▸ Records from a collection
§

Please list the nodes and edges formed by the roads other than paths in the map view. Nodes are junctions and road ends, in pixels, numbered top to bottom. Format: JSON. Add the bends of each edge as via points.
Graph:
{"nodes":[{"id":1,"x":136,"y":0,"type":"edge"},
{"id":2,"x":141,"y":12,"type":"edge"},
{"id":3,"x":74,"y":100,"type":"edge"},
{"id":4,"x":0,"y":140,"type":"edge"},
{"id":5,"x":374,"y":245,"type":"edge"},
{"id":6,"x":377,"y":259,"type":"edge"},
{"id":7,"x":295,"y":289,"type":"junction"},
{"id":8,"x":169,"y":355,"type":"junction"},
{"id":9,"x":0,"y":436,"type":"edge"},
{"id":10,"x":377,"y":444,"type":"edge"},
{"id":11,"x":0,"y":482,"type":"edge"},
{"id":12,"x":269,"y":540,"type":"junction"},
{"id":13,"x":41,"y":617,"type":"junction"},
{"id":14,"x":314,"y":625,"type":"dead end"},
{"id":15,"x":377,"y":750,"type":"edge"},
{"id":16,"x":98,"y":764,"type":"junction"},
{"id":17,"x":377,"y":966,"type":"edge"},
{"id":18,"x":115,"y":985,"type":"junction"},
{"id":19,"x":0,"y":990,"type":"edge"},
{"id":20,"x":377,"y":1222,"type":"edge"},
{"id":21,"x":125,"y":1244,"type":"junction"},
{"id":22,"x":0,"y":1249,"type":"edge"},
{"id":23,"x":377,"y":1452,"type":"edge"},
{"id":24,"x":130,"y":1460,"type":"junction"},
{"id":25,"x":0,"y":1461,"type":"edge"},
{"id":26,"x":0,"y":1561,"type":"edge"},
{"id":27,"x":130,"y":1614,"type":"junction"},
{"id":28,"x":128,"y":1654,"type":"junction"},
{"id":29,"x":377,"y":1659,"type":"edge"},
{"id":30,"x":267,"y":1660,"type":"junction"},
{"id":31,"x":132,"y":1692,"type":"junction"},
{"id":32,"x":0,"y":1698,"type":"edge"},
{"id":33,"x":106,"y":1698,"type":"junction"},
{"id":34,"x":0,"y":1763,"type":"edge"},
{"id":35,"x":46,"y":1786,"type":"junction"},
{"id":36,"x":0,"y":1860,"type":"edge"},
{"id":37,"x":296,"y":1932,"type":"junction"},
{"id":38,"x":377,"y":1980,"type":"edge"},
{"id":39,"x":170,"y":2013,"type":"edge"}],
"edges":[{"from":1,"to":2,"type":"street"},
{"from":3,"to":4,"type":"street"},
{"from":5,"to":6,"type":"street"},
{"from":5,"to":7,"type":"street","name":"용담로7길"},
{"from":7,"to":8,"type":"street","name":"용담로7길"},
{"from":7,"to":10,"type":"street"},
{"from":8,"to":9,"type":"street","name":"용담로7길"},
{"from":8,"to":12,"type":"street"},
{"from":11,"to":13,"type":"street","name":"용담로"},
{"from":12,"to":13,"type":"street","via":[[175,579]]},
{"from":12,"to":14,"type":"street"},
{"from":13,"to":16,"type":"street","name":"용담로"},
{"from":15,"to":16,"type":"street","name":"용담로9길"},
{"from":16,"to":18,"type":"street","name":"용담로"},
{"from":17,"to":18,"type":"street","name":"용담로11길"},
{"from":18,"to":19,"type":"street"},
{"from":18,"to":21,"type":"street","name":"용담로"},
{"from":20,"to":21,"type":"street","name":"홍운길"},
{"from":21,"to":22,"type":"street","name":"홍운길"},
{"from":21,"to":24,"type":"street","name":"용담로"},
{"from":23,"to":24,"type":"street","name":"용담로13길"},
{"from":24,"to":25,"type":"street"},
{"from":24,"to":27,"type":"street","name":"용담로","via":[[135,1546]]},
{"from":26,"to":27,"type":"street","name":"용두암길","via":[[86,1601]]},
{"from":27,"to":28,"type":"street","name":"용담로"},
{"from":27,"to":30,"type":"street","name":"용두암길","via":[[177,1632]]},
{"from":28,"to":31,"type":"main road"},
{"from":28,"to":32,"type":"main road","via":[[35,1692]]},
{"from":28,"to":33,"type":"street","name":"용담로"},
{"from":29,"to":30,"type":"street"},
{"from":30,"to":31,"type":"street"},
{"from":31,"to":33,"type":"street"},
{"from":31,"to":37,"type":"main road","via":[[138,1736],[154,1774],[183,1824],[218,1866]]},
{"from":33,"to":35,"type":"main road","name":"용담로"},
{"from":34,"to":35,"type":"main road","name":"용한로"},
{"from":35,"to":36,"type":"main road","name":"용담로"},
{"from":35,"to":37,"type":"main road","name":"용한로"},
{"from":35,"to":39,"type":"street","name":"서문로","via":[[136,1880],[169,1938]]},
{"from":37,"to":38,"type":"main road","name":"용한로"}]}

§

▸ REQUIRED WORK
All the records above are to be reproduced exactly.

▸ ANSWER
Please list the nodes and edges formed by the roads other than paths in the map view. Nodes are junctions and road ends, in pixels, numbered top to bottom. Format: JSON. Add the bends of each edge as via points.
Graph:
{"nodes":[{"id":1,"x":136,"y":0,"type":"edge"},
{"id":2,"x":141,"y":12,"type":"edge"},
{"id":3,"x":74,"y":100,"type":"edge"},
{"id":4,"x":0,"y":140,"type":"edge"},
{"id":5,"x":374,"y":245,"type":"edge"},
{"id":6,"x":377,"y":259,"type":"edge"},
{"id":7,"x":295,"y":289,"type":"junction"},
{"id":8,"x":169,"y":355,"type":"junction"},
{"id":9,"x":0,"y":436,"type":"edge"},
{"id":10,"x":377,"y":444,"type":"edge"},
{"id":11,"x":0,"y":482,"type":"edge"},
{"id":12,"x":269,"y":540,"type":"junction"},
{"id":13,"x":41,"y":617,"type":"junction"},
{"id":14,"x":314,"y":625,"type":"dead end"},
{"id":15,"x":377,"y":750,"type":"edge"},
{"id":16,"x":98,"y":764,"type":"junction"},
{"id":17,"x":377,"y":966,"type":"edge"},
{"id":18,"x":115,"y":985,"type":"junction"},
{"id":19,"x":0,"y":990,"type":"edge"},
{"id":20,"x":377,"y":1222,"type":"edge"},
{"id":21,"x":125,"y":1244,"type":"junction"},
{"id":22,"x":0,"y":1249,"type":"edge"},
{"id":23,"x":377,"y":1452,"type":"edge"},
{"id":24,"x":130,"y":1460,"type":"junction"},
{"id":25,"x":0,"y":1461,"type":"edge"},
{"id":26,"x":0,"y":1561,"type":"edge"},
{"id":27,"x":130,"y":1614,"type":"junction"},
{"id":28,"x":128,"y":1654,"type":"junction"},
{"id":29,"x":377,"y":1659,"type":"edge"},
{"id":30,"x":267,"y":1660,"type":"junction"},
{"id":31,"x":132,"y":1692,"type":"junction"},
{"id":32,"x":0,"y":1698,"type":"edge"},
{"id":33,"x":106,"y":1698,"type":"junction"},
{"id":34,"x":0,"y":1763,"type":"edge"},
{"id":35,"x":46,"y":1786,"type":"junction"},
{"id":36,"x":0,"y":1860,"type":"edge"},
{"id":37,"x":296,"y":1932,"type":"junction"},
{"id":38,"x":377,"y":1980,"type":"edge"},
{"id":39,"x":170,"y":2013,"type":"edge"}],
"edges":[{"from":1,"to":2,"type":"street"},
{"from":3,"to":4,"type":"street"},
{"from":5,"to":6,"type":"street"},
{"from":5,"to":7,"type":"street","name":"용담로7길"},
{"from":7,"to":8,"type":"street","name":"용담로7길"},
{"from":7,"to":10,"type":"street"},
{"from":8,"to":9,"type":"street","name":"용담로7길"},
{"from":8,"to":12,"type":"street"},
{"from":11,"to":13,"type":"street","name":"용담로"},
{"from":12,"to":13,"type":"street","via":[[175,579]]},
{"from":12,"to":14,"type":"street"},
{"from":13,"to":16,"type":"street","name":"용담로"},
{"from":15,"to":16,"type":"street","name":"용담로9길"},
{"from":16,"to":18,"type":"street","name":"용담로"},
{"from":17,"to":18,"type":"street","name":"용담로11길"},
{"from":18,"to":19,"type":"street"},
{"from":18,"to":21,"type":"street","name":"용담로"},
{"from":20,"to":21,"type":"street","name":"홍운길"},
{"from":21,"to":22,"type":"street","name":"홍운길"},
{"from":21,"to":24,"type":"street","name":"용담로"},
{"from":23,"to":24,"type":"street","name":"용담로13길"},
{"from":24,"to":25,"type":"street"},
{"from":24,"to":27,"type":"street","name":"용담로","via":[[135,1546]]},
{"from":26,"to":27,"type":"street","name":"용두암길","via":[[86,1601]]},
{"from":27,"to":28,"type":"street","name":"용담로"},
{"from":27,"to":30,"type":"street","name":"용두암길","via":[[177,1632]]},
{"from":28,"to":31,"type":"main road"},
{"from":28,"to":32,"type":"main road","via":[[35,1692]]},
{"from":28,"to":33,"type":"street","name":"용담로"},
{"from":29,"to":30,"type":"street"},
{"from":30,"to":31,"type":"street"},
{"from":31,"to":33,"type":"street"},
{"from":31,"to":37,"type":"main road","via":[[138,1736],[154,1774],[183,1824],[218,1866]]},
{"from":33,"to":35,"type":"main road","name":"용담로"},
{"from":34,"to":35,"type":"main road","name":"용한로"},
{"from":35,"to":36,"type":"main road","name":"용담로"},
{"from":35,"to":37,"type":"main road","name":"용한로"},
{"from":35,"to":39,"type":"street","name":"서문로","via":[[136,1880],[169,1938]]},
{"from":37,"to":38,"type":"main road","name":"용한로"}]}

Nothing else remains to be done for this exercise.